» **TASK INSTRUCTIONS**
Scan the listing below. Return every line containing the string "picture".

» **AVAILABLE RECORDS**
○ ○ ○ ○ ○
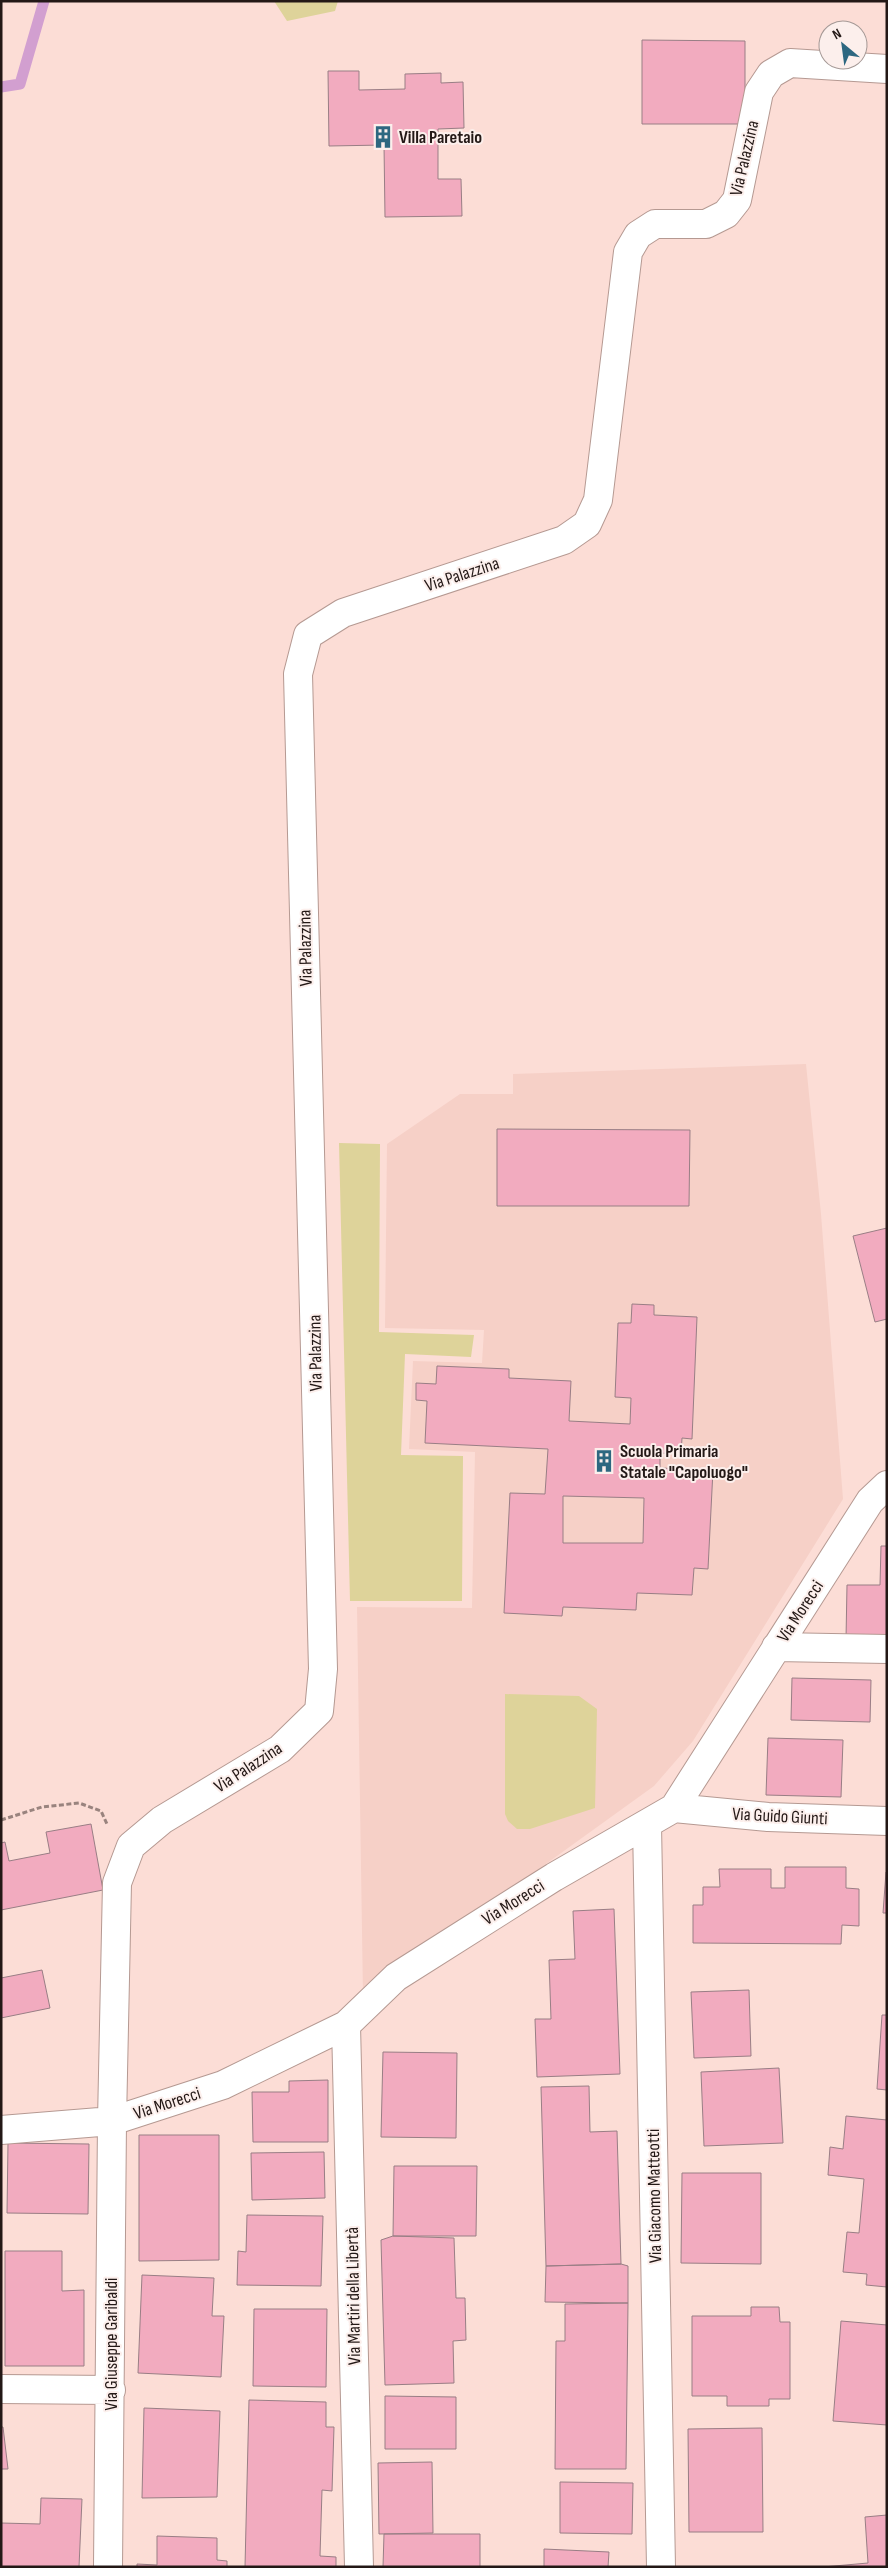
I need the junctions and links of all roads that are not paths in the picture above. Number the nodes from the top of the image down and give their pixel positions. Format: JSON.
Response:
{"nodes":[{"id":1,"x":887,"y":69,"type":"edge"},
{"id":2,"x":887,"y":1485,"type":"edge"},
{"id":3,"x":776,"y":1647,"type":"junction"},
{"id":4,"x":887,"y":1649,"type":"edge"},
{"id":5,"x":674,"y":1808,"type":"junction"},
{"id":6,"x":887,"y":1821,"type":"edge"},
{"id":7,"x":647,"y":1825,"type":"junction"},
{"id":8,"x":346,"y":2025,"type":"junction"},
{"id":9,"x":112,"y":2120,"type":"junction"},
{"id":10,"x":1,"y":2130,"type":"edge"},
{"id":11,"x":1,"y":2390,"type":"edge"},
{"id":12,"x":111,"y":2390,"type":"junction"},
{"id":13,"x":108,"y":2567,"type":"edge"},
{"id":14,"x":360,"y":2567,"type":"edge"},
{"id":15,"x":661,"y":2567,"type":"edge"}],
"edges":[{"from":1,"to":9,"type":"street","name":"Via Palazzina"},
{"from":2,"to":3,"type":"street","name":"Via Morecci"},
{"from":3,"to":4,"type":"street"},
{"from":3,"to":5,"type":"street","name":"Via Morecci"},
{"from":5,"to":6,"type":"street","name":"Via Guido Giunti"},
{"from":5,"to":7,"type":"street","name":"Via Morecci"},
{"from":7,"to":8,"type":"street","name":"Via Morecci"},
{"from":7,"to":15,"type":"street","name":"Via Giacomo Matteotti"},
{"from":8,"to":9,"type":"street","name":"Via Morecci"},
{"from":8,"to":14,"type":"street","name":"Via Martiri della Libertà"},
{"from":9,"to":10,"type":"street","name":"Via Morecci"},
{"from":9,"to":12,"type":"street","name":"Via Giuseppe Garibaldi"},
{"from":11,"to":12,"type":"street"},
{"from":12,"to":13,"type":"street","name":"Via Giuseppe Garibaldi"}]}
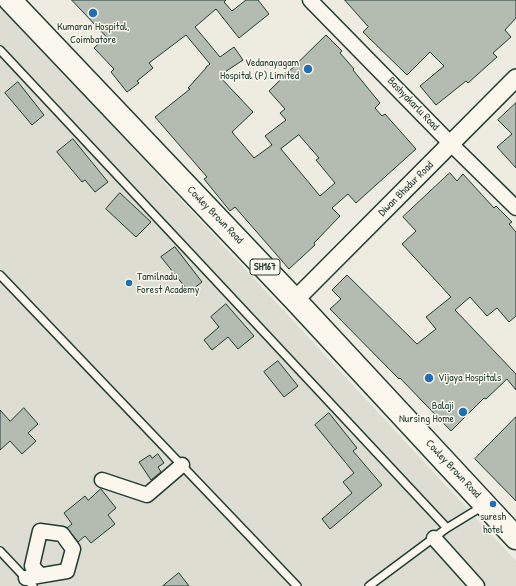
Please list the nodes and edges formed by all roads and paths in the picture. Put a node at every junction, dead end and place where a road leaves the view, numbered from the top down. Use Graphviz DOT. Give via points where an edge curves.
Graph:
graph roads {
  1 [pos="10,0"];
  2 [pos="310,0"];
  3 [pos="0,50"];
  4 [pos="516,78"];
  5 [pos="451,144"];
  6 [pos="516,208"];
  7 [pos="0,275"];
  8 [pos="295,300"];
  9 [pos="182,465"];
  10 [pos="102,480"];
  11 [pos="485,505"];
  12 [pos="447,528"];
  13 [pos="434,538"];
  14 [pos="516,538"];
  15 [pos="0,551"];
  16 [pos="33,580"];
  17 [pos="297,586"];
  18 [pos="368,586"];
  19 [pos="477,586"];
  1 -- 8 [label="main road, Cowley Brown Road / SH167"];
  2 -- 5 [label="street, Bashyakarlu Road"];
  3 -- 12 [label="lane"];
  4 -- 5 [label="street, Diwan Bhadur Road"];
  5 -- 6 [label="street, Bashyakarlu Road"];
  5 -- 8 [label="street, Diwan Bhadur Road"];
  7 -- 9 [label="lane"];
  8 -- 11 [label="main road, Cowley Brown Road / SH167"];
  9 -- 10 [label="street" via="148,496"];
  9 -- 17 [label="lane"];
  11 -- 12 [label="lane"];
  11 -- 14 [label="main road, Cowley Brown Road / SH167"];
  12 -- 13 [label="lane"];
  13 -- 18 [label="lane"];
  13 -- 19 [label="street"];
  15 -- 16 [label="lane"];
}
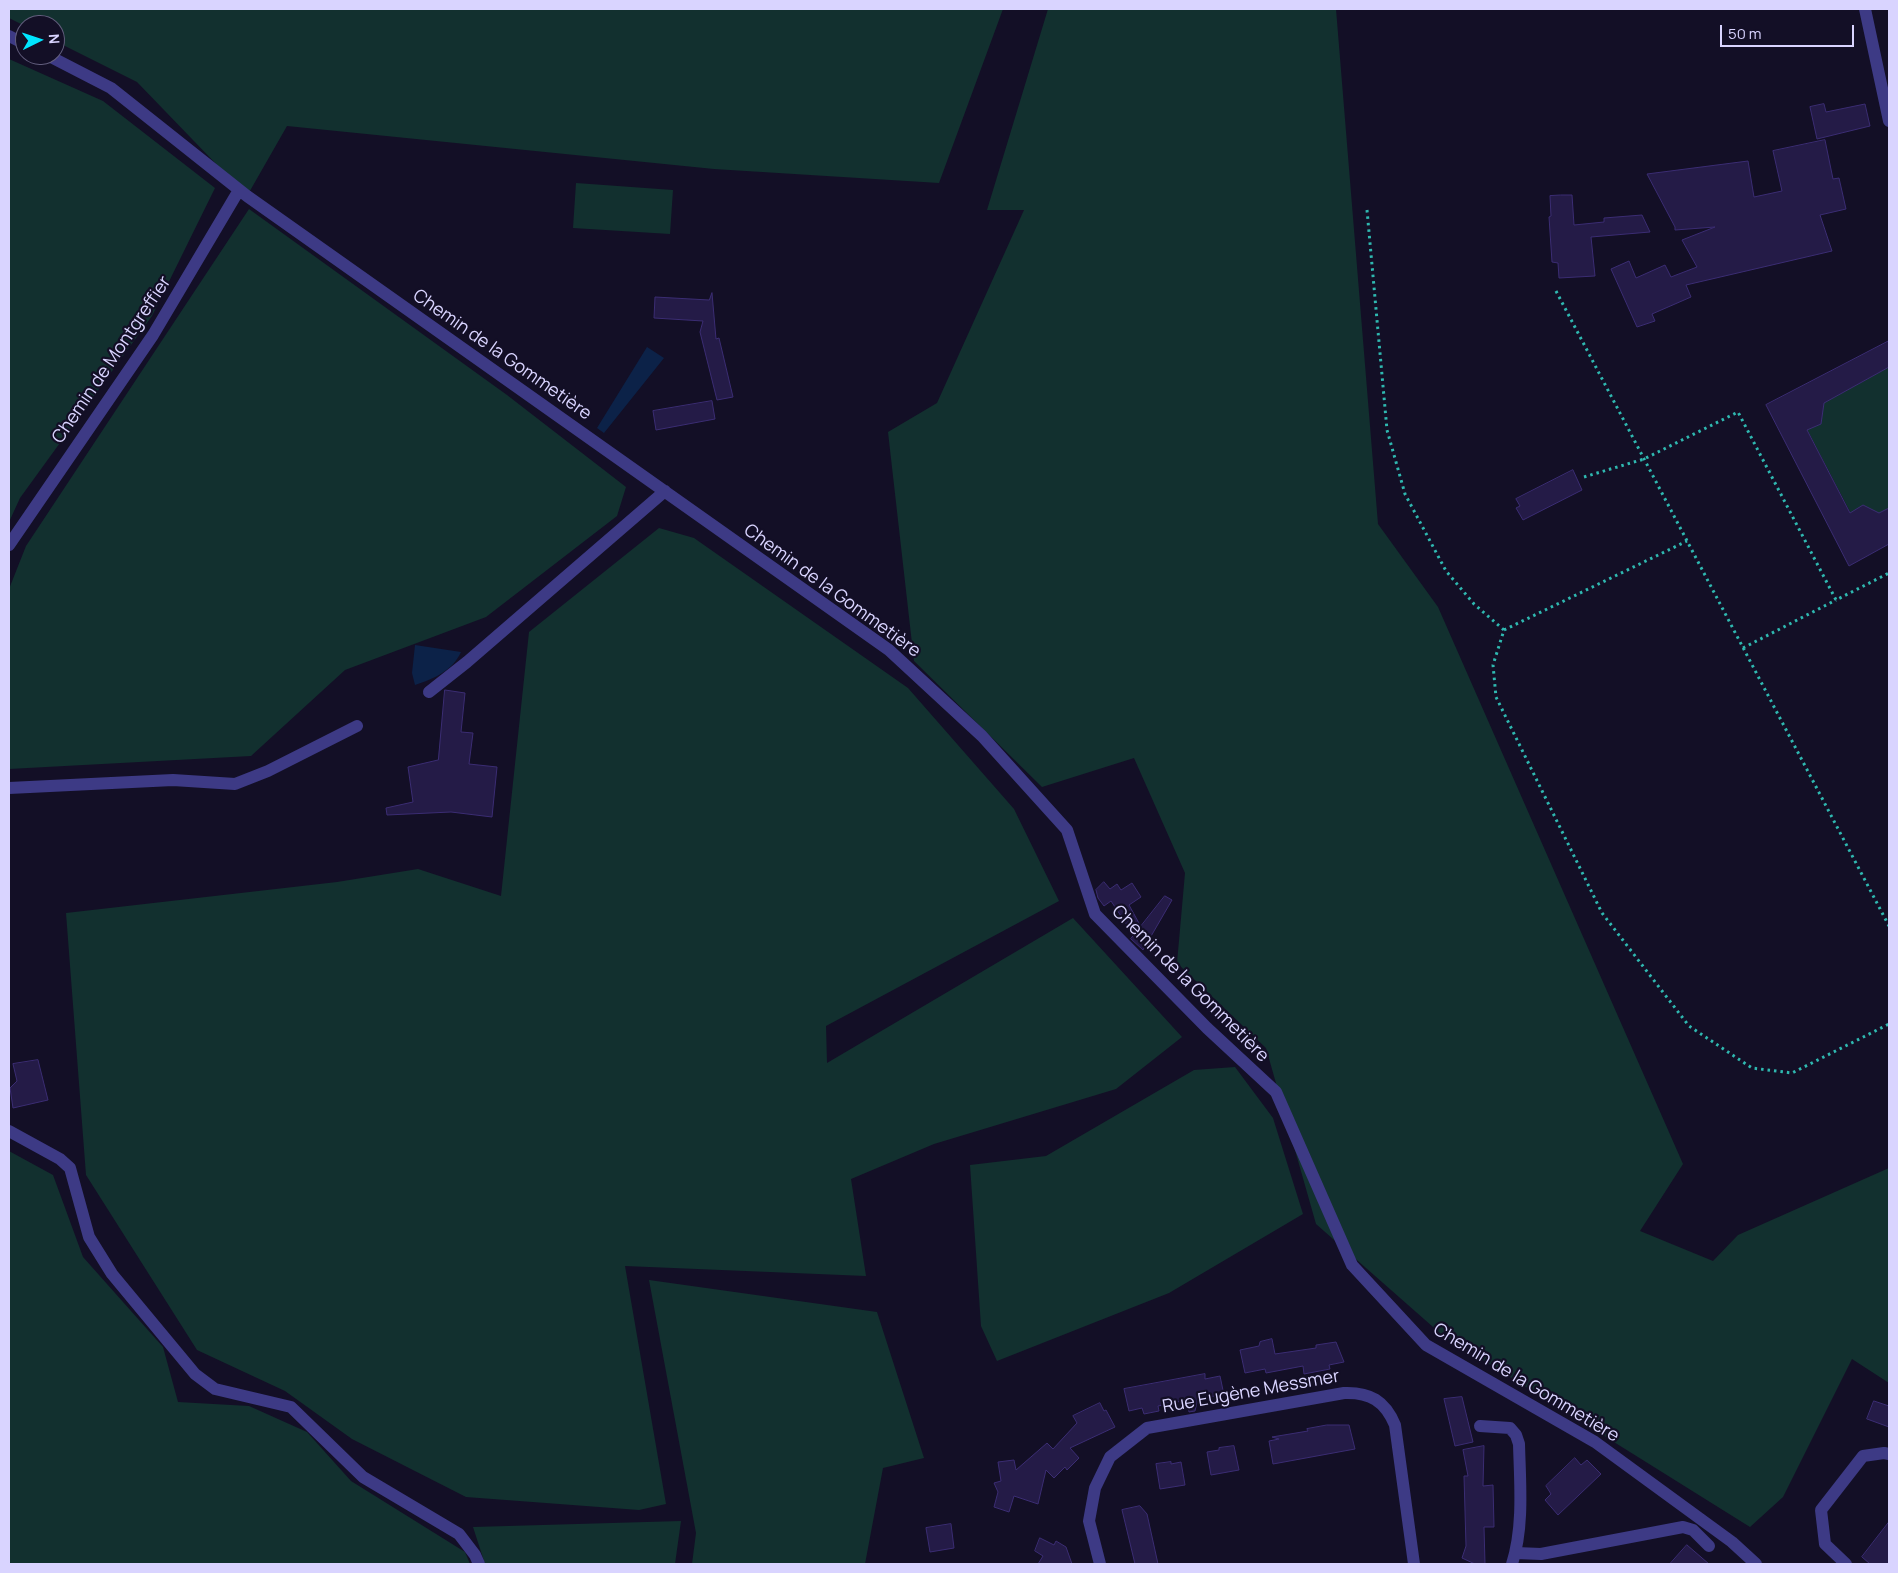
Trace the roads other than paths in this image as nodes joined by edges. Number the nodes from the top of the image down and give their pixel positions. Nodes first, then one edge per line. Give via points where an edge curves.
○ ○ ○ ○ ○
» **RESPONSE TO THIS TASK**
I need the junctions and links of all roads that are not paths in the picture above. Number the nodes from the top of the image down and give their pixel positions. Format: JSON.
Please list the nodes and edges formed by all roads and paths in the picture. Put a node at every junction, dead end and place where a road leaves the view, numbered from the top down. Use Graphviz DOT. Give via points where an edge curves.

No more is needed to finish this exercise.